The Roswell Report compiled by the United States Air Force attributed the 1947 Roswell debris to a Project Mogul balloon.

In 1947, a Project Mogul balloon NYU Flight 4, launched June 4, crashed in the desert near Roswell, New Mexico. The subsequent military cover-up of the true nature of the balloon and burgeoning conspiracy theories from UFO enthusiasts led to a celebrated "UFO" incident.

On July 8, 1947, the FBI's Dallas office sent a teletype to Director J. Edgar Hoover reporting information from Eighth Air Force headquarters that described the recovered object as resembling a high-altitude weather balloon with a radar reflector. Author Ryan S. Wood later identified the redacted Eighth Air Force officer who supplied the information as Edwin M. Kirton.

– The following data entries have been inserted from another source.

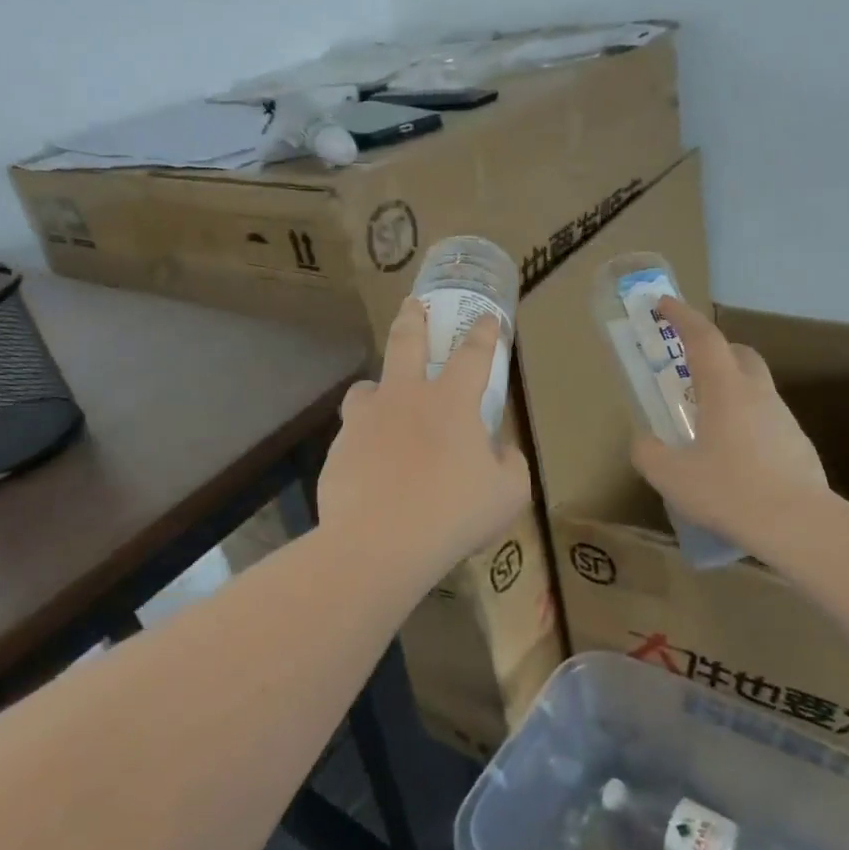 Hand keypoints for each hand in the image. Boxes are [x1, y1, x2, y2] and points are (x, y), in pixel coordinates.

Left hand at [318, 298, 531, 581]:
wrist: (379, 544)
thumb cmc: (453, 514)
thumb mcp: (507, 494)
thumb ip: (510, 464)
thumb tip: (501, 450)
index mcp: (450, 402)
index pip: (473, 354)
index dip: (484, 333)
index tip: (487, 319)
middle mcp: (405, 398)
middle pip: (406, 342)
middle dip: (413, 318)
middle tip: (412, 304)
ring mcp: (365, 421)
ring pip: (366, 387)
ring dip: (377, 385)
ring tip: (381, 397)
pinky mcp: (339, 450)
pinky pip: (353, 435)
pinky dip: (364, 440)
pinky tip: (370, 466)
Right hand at [631, 297, 835, 560]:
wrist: (799, 525)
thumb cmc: (729, 491)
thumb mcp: (671, 476)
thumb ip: (647, 453)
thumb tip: (643, 441)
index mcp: (725, 389)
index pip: (703, 338)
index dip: (681, 316)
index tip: (663, 304)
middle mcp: (757, 394)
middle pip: (738, 353)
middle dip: (712, 349)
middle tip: (688, 365)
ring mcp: (782, 418)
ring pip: (754, 386)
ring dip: (729, 388)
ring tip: (705, 420)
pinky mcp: (797, 444)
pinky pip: (765, 418)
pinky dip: (745, 420)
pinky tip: (732, 455) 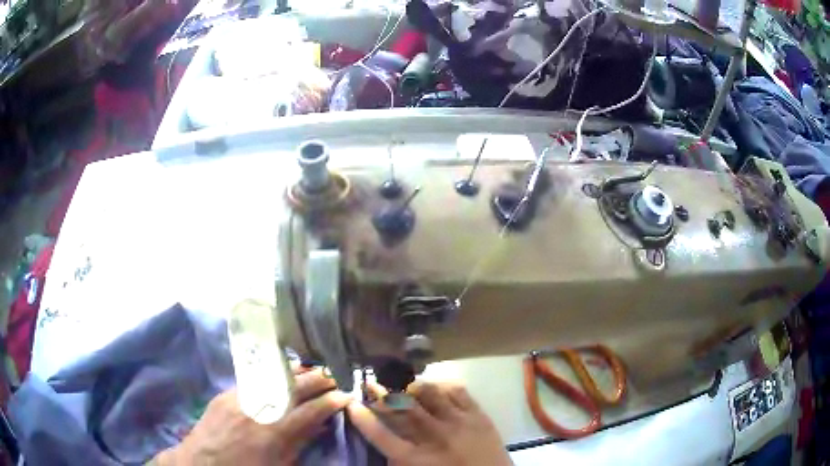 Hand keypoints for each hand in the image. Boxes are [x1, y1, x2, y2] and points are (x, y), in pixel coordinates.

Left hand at [154, 368, 350, 465]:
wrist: (201, 464)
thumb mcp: (279, 465)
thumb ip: (300, 442)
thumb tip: (321, 424)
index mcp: (273, 432)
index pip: (310, 410)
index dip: (330, 401)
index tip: (345, 395)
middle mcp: (257, 408)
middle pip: (294, 387)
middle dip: (317, 379)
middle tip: (334, 375)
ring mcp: (239, 397)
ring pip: (273, 377)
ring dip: (296, 372)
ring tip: (312, 369)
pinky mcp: (225, 393)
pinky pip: (253, 379)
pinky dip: (272, 376)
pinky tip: (281, 374)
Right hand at [348, 381, 512, 465]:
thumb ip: (398, 460)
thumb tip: (385, 441)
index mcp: (416, 460)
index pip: (381, 435)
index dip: (363, 418)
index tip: (352, 404)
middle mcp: (434, 437)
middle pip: (402, 408)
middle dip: (382, 393)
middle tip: (370, 383)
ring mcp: (458, 423)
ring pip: (428, 393)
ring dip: (411, 386)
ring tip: (403, 385)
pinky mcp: (478, 415)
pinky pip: (457, 391)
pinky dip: (442, 385)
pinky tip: (435, 387)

Unlike a weather balloon, the Project Mogul paraphernalia were massive and contained unusual types of materials, according to research conducted by The New York Times: "...squadrons of big balloons ... It was like having an elephant in your backyard and hoping that no one would notice it. ... To the untrained eye, the reflectors looked extremely odd, a geometrical hash of lightweight sticks and sharp angles made of metal foil. .. photographs of it, taken in 1947 and published in newspapers, show bits and pieces of what are obviously collapsed balloons and radar reflectors."

==Legacy==
Implementation of Mogul's experimental infrasound detection of nuclear tests exist today in ground-based detectors, part of so-called Geophysical MASINT (measurement and signal intelligence). In 2013, this world-wide network of sound detectors picked up the large explosion of the Chelyabinsk meteor in Russia. The strength of the sound waves was used to estimate the size of the explosion.